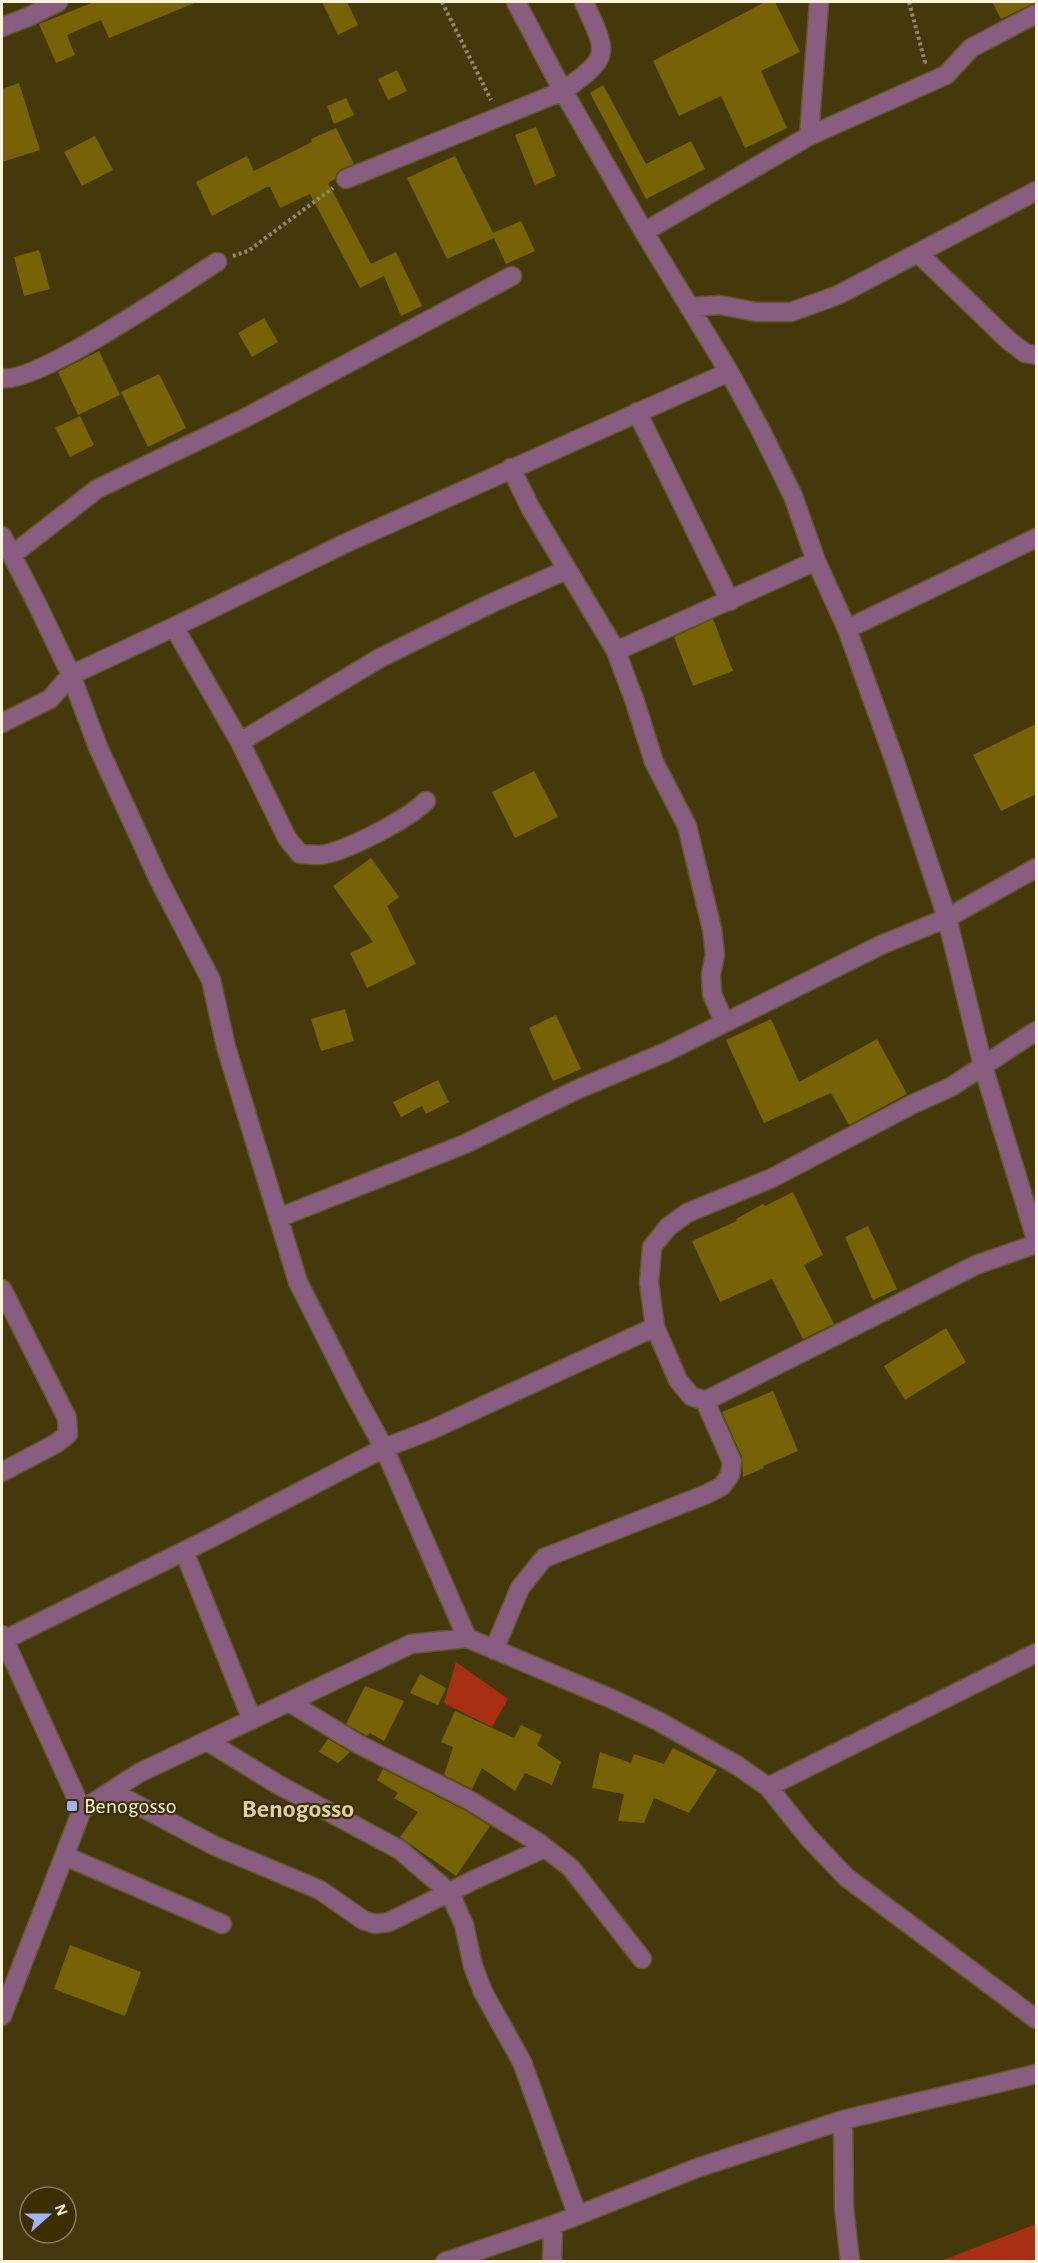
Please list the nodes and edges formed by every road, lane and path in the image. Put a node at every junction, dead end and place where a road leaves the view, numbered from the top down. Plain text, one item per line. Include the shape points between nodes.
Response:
1 (58, 2) edge
2 (442, 2) edge
3 (516, 2) edge
4 (584, 2) edge
5 (819, 2) edge
6 (909, 2) edge
7 (1036, 14) edge
8 (2, 27) edge
9 (915, 68) dead end
10 (563, 91) junction
11 (498, 116) junction
12 (809, 136) junction
13 (346, 179) joint
14 (1036, 191) edge
15 (644, 232) junction
16 (918, 253) junction
17 (217, 262) joint
18 (512, 276) dead end
19 (689, 307) junction
20 (1036, 355) edge
21 (729, 372) junction
22 (2, 378) edge
23 (637, 412) junction
24 (511, 468) junction
25 (2, 536) edge
26 (1036, 538) edge
27 (12, 555) junction
28 (816, 561) junction
29 (566, 570) junction
30 (730, 601) junction
31 (174, 627) junction
32 (847, 628) junction
33 (616, 651) junction
34 (70, 675) junction
35 (2, 723) edge
36 (240, 742) junction
37 (426, 801) dead end
38 (1036, 868) edge
39 (946, 918) junction
40 (724, 1022) junction
41 (1036, 1031) edge
42 (982, 1066) junction
43 (279, 1218) junction
44 (1036, 1239) edge
45 (1036, 1244) edge
46 (2, 1289) edge
47 (655, 1327) junction
48 (705, 1401) junction
49 (384, 1449) junction
50 (2, 1472) edge
51 (184, 1551) junction
52 (3, 1638) edge
53 (467, 1638) junction
54 (494, 1650) junction
55 (1036, 1653) edge
56 (289, 1702) junction
57 (252, 1720) junction
58 (207, 1741) junction
59 (768, 1787) junction
60 (111, 1791) junction
61 (82, 1810) junction
62 (545, 1848) junction
63 (64, 1856) junction
64 (450, 1893) junction
65 (222, 1924) dead end
66 (642, 1959) dead end
67 (2, 2016) edge
68 (1036, 2019) edge
69 (1036, 2074) edge
70 (843, 2120) junction
71 (577, 2214) junction
72 (553, 2225) junction
73 (445, 2262) edge
74 (552, 2262) edge
75 (850, 2262) edge

1 - 8 street
2 - 11 path
3 - 10 street
4 - 10 street via 602,42 601,57 592,70
5 - 12 street
6 - 9 path via 924,62
7 - 12 street via 971,48 945,75
10 - 11 street
10 - 15 street
11 - 13 street
12 - 15 street
13 - 17 path via 248,251
14 - 16 street
15 - 19 street
16 - 19 street via 838,295 791,312 756,312 720,305
16 - 20 street via 1008,340 1025,353
17 - 22 street via 59,360 21,376
18 - 27 street via 245,417 97,489
19 - 21 street
21 - 23 street
21 - 28 street via 793,496
23 - 24 street
23 - 30 street
24 - 29 street
24 - 31 street
25 - 27 street
26 - 32 street
27 - 34 street
28 - 30 street
28 - 32 street
29 - 33 street
29 - 36 street via 380,658
30 - 33 street
31 - 34 street
31 - 36 street
32 - 39 street
33 - 40 street via 654,762 687,826 712,928 712,994
34 - 35 street via 50,699
34 - 43 street via 145,849 211,980 226,1047
36 - 37 street via 287,838 300,854 320,855 351,845 415,812
38 - 39 street
39 - 40 street via 881,945
39 - 42 street
40 - 43 street via 465,1144
41 - 42 street
42 - 44 street
42 - 47 street via 951,1087 772,1178 687,1213 668,1227 652,1247 648,1283
43 - 49 street via 298,1282
45 - 48 street via 976,1265
46 - 50 street via 67,1418 68,1434
47 - 48 street via 678,1380 691,1396
47 - 49 street
48 - 54 street via 732,1462 730,1475 722,1486 544,1558 520,1588
49 - 51 street
49 - 53 street
51 - 52 street
51 - 57 street
52 - 61 street
53 - 54 street
53 - 56 street via 411,1644
54 - 59 street via 658,1721
55 - 59 street
56 - 57 street
56 - 62 street via 358,1744 469,1800
57 - 58 street
58 - 60 street via 139,1773
58 - 64 street via 277,1785 400,1850
59 - 68 street via 846,1877
60 - 61 street
60 - 64 street via 215,1846 321,1890 363,1920 375,1924 389,1922
61 - 63 street
62 - 64 street
62 - 66 street via 571,1868
63 - 65 street
63 - 67 street
64 - 71 street via 464,1925 483,1992 522,2062
69 - 70 street
70 - 71 street via 697,2168
70 - 75 street via 844,2207
71 - 72 street
72 - 73 street
72 - 74 street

--------------------

- [Exercise goal] Among the lines of the listing above, which ones hold "dead"? Copy them.

- [Answer to this task]
Please list the nodes and edges formed by every road, lane and path in the image. Put a node at every junction, dead end and place where a road leaves the view, numbered from the top down. Plain text, one item per line. Include the shape points between nodes.
9 (915, 68) dead end
18 (512, 276) dead end
37 (426, 801) dead end
65 (222, 1924) dead end
66 (642, 1959) dead end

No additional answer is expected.